第26話 バイバイ、タフボーイ (1/2)

若菜の中に、朝比奈が入ってきた。

身体が完全に重なり、突起の先端が奥にまで達すると、ランニング前のウォーミングアップのように腰をグラインドさせた。

朝比奈が、「ふぅ、ふぅ」と小さく息をしながら呼吸を整え、上体を起こしたところで大きく身体を揺すり始めた。

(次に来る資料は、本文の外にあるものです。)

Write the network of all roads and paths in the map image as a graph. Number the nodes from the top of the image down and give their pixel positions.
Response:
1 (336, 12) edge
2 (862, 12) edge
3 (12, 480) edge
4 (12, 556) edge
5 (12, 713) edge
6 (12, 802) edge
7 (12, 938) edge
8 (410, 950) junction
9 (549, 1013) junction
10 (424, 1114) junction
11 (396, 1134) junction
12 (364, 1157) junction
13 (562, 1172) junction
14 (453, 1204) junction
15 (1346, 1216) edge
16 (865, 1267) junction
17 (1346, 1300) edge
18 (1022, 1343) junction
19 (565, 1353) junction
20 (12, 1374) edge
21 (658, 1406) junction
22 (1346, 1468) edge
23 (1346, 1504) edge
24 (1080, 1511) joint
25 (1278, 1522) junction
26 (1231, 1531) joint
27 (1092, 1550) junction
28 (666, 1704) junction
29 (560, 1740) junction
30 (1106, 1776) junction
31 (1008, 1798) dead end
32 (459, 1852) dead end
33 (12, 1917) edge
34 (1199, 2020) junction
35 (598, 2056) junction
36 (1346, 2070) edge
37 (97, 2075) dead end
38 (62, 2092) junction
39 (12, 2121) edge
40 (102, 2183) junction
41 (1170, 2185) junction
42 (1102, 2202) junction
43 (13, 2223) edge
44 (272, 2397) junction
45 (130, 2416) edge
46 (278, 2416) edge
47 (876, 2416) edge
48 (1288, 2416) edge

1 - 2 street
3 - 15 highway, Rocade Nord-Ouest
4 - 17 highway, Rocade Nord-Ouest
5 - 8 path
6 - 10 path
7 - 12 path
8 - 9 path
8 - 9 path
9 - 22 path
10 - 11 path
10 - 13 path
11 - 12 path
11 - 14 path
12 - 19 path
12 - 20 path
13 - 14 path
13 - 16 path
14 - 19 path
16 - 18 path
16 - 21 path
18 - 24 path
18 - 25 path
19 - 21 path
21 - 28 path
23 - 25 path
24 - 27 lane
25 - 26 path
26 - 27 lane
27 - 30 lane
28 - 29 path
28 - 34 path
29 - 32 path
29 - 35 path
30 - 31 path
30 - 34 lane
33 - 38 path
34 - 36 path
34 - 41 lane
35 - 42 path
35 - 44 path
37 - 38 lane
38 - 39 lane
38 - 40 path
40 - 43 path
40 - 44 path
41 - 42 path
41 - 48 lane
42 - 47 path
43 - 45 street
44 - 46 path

Couple of lovers kissing tenderly during foreplay
(c) istockphoto.com

タイムトライアルでの、朝比奈の力強いフォームを思い出す。

足の運びが軽やか且つリズミカルで、グングンとスピードが上がっていく。

ランニングフォーム同様に、朝比奈は繋ぎ目を軸にして腰をテンポよく振り、加速していく。

肌と肌がパンパンと弾け合う音も小気味良い。

 

「あっ、はぁっ……」

 

若菜の呼吸が乱れたのを見て、朝比奈が声を掛けた。

 

「どう? 気持ちええ?」

 

速度を保ちながら、まるで並走する隣のランナーに声を掛けるかのように言った。

 

「うん、気持ちいい……」

 

若菜としては、朝比奈のペースに付いて行くのがやっとだ。

 

「ほな、もっと飛ばすで」

 

朝比奈がさらに速度を上げた。腰の振りは小刻みながら、力強さは損なわれずしっかりと奥を突いてくる。若菜としては背中を押されているような感じで、力みもなく身体は軽く感じ、感覚は鋭敏になり体内が快感に満たされていく。

 

「あっ、あぁん……!!」

 

若菜は絶頂に達した。しかし、朝比奈は尚も走り続ける。タフボーイの勢いは留まるところを知らない。まだ見えぬゴールに向かって進む朝比奈に、若菜はしがみ付いて行く。向かい風の中を駆け抜け、最後は光の中にスーッと吸い込まれていくかのような心地良い感覚に包まれた。